What you have to do —
Copying exactly, give the lines in the material below from the one with "index tip: (530, 376)" to the one with "thumb cmc: (870, 235)", ends included, and nothing besides.

Dataset content —
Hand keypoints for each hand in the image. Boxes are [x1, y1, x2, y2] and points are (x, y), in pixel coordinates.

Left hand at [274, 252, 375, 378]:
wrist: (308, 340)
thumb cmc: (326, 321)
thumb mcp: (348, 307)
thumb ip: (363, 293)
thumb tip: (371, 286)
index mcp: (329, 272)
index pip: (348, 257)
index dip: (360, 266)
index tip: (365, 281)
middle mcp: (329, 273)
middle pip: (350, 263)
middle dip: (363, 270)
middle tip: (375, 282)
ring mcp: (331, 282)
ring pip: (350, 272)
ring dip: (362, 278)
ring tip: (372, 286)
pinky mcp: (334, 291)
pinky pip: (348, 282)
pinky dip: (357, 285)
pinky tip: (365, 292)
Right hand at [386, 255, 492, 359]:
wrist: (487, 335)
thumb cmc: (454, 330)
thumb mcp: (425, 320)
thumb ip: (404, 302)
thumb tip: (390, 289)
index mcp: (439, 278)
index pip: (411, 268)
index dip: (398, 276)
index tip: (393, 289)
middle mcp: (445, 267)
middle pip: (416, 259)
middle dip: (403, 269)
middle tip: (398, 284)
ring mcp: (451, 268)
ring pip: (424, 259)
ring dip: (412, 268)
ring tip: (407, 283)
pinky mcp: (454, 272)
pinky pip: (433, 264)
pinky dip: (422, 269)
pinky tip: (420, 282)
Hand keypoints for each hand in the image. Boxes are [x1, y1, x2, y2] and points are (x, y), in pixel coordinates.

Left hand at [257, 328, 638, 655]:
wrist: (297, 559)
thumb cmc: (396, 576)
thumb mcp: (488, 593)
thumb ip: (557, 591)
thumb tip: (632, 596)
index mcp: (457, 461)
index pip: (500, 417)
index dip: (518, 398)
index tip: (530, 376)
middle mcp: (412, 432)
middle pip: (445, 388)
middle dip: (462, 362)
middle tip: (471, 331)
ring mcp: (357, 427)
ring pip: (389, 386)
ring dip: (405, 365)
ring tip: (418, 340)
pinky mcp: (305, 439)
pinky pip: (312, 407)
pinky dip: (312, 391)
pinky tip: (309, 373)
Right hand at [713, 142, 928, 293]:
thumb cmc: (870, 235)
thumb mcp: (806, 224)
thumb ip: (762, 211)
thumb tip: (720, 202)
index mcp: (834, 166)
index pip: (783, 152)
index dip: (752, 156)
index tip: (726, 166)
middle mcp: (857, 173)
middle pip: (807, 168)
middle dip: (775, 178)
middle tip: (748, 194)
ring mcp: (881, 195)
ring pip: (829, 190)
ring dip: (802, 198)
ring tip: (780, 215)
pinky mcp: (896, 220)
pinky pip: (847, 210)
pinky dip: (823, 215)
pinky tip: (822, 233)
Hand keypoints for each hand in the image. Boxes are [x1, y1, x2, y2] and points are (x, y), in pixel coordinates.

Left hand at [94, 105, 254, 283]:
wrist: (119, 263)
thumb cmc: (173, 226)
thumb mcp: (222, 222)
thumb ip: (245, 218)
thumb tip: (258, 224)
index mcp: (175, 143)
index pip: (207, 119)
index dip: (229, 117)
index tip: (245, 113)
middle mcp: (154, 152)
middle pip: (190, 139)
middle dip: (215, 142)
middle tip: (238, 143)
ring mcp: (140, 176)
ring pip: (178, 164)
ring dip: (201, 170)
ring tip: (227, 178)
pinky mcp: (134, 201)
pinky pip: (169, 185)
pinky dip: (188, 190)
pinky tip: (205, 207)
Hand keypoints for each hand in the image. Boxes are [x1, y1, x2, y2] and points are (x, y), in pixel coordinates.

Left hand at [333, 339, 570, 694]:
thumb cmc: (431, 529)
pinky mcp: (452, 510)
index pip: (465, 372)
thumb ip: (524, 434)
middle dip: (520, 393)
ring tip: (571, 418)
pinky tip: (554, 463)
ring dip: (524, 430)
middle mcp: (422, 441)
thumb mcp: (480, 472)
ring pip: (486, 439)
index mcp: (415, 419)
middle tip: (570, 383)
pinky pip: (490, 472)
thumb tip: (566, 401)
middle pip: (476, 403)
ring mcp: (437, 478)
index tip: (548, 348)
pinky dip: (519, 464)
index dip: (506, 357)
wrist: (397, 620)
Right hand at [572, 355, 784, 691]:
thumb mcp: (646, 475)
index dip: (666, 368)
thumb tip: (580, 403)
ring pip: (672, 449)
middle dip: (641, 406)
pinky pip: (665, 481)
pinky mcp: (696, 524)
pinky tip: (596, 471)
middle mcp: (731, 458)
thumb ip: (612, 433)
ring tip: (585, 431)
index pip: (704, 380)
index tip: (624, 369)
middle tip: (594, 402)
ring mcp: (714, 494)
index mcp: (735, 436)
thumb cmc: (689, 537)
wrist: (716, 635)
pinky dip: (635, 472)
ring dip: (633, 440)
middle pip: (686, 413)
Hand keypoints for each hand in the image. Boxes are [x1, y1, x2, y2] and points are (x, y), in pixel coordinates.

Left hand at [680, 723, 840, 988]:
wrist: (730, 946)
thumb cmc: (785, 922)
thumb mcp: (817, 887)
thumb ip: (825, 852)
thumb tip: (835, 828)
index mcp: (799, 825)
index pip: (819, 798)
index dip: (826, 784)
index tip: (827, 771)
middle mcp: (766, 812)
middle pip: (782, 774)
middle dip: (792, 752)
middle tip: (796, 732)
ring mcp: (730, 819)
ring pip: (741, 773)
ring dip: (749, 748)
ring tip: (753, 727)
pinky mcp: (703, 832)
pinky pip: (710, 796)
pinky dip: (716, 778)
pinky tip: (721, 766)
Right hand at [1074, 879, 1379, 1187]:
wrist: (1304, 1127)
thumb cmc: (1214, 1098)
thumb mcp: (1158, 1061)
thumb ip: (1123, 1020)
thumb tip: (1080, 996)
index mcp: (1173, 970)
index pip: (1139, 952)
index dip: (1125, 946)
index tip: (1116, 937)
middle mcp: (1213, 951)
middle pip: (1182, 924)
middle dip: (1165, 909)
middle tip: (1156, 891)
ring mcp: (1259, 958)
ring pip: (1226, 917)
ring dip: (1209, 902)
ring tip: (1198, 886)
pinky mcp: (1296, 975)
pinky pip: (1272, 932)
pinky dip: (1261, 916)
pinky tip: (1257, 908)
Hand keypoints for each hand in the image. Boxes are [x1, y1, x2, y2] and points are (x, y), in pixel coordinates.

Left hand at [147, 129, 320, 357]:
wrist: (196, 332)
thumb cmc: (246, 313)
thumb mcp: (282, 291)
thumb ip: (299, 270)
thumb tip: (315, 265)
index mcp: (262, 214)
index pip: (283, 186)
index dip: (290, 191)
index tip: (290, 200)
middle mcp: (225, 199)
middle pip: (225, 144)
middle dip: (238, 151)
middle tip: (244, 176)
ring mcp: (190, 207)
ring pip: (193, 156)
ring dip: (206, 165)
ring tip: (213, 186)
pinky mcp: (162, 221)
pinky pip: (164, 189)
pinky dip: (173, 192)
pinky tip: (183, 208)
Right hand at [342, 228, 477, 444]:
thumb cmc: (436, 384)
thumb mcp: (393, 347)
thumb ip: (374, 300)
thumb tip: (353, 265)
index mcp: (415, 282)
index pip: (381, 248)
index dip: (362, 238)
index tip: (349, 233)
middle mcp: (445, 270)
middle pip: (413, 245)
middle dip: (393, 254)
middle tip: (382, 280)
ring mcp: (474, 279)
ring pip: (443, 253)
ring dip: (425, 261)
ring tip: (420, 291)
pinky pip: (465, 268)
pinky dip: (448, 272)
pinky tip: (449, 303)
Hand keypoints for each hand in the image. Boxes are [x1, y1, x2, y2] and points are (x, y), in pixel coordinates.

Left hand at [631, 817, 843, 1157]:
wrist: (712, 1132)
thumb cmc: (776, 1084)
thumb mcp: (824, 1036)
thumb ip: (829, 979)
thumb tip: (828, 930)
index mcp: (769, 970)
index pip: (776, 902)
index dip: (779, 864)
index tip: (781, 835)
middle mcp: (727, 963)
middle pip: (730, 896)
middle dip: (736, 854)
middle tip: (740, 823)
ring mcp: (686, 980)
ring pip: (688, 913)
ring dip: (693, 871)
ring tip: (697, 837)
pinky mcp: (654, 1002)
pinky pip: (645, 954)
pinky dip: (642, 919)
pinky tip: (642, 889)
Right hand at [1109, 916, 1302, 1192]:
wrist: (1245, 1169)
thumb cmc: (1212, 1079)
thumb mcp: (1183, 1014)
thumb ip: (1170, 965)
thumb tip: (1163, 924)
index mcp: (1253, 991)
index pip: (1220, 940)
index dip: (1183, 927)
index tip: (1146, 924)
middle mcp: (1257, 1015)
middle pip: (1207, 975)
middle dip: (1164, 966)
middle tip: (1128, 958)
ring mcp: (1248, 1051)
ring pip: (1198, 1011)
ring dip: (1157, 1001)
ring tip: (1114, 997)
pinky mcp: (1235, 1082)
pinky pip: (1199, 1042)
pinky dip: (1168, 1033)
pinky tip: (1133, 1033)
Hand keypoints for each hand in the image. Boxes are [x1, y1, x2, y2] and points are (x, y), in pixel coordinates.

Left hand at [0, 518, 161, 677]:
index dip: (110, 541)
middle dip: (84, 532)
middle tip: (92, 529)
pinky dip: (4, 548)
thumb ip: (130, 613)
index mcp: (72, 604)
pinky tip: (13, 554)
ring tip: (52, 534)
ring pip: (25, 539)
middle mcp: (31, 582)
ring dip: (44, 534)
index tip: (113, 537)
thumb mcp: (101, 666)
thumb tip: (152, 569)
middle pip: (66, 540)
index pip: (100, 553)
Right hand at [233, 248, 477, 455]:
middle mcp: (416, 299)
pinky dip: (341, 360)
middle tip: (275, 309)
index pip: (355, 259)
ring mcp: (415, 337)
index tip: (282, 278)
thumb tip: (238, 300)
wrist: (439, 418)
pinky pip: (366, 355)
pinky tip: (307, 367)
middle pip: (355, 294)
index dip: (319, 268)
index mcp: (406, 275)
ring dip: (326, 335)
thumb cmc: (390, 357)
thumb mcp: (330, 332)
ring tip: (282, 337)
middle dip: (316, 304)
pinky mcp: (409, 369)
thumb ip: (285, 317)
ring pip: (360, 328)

Solution —
index tip: (530, 376)
middle mcp: (412, 432)
middle pip: (445, 388)
middle dip: (462, 362)
middle tip: (471, 331)
ring mcp: (357, 427)
ring pip: (389, 386)
ring dip: (405, 365)
ring tip: (418, 340)
pinky mcp: (305, 439)
pinky pip: (312, 407)
pinky dip: (312, 391)
pinky tip: (309, 373)
Right hand at [713, 142, 928, 293]:
thumb cmc: (870, 235)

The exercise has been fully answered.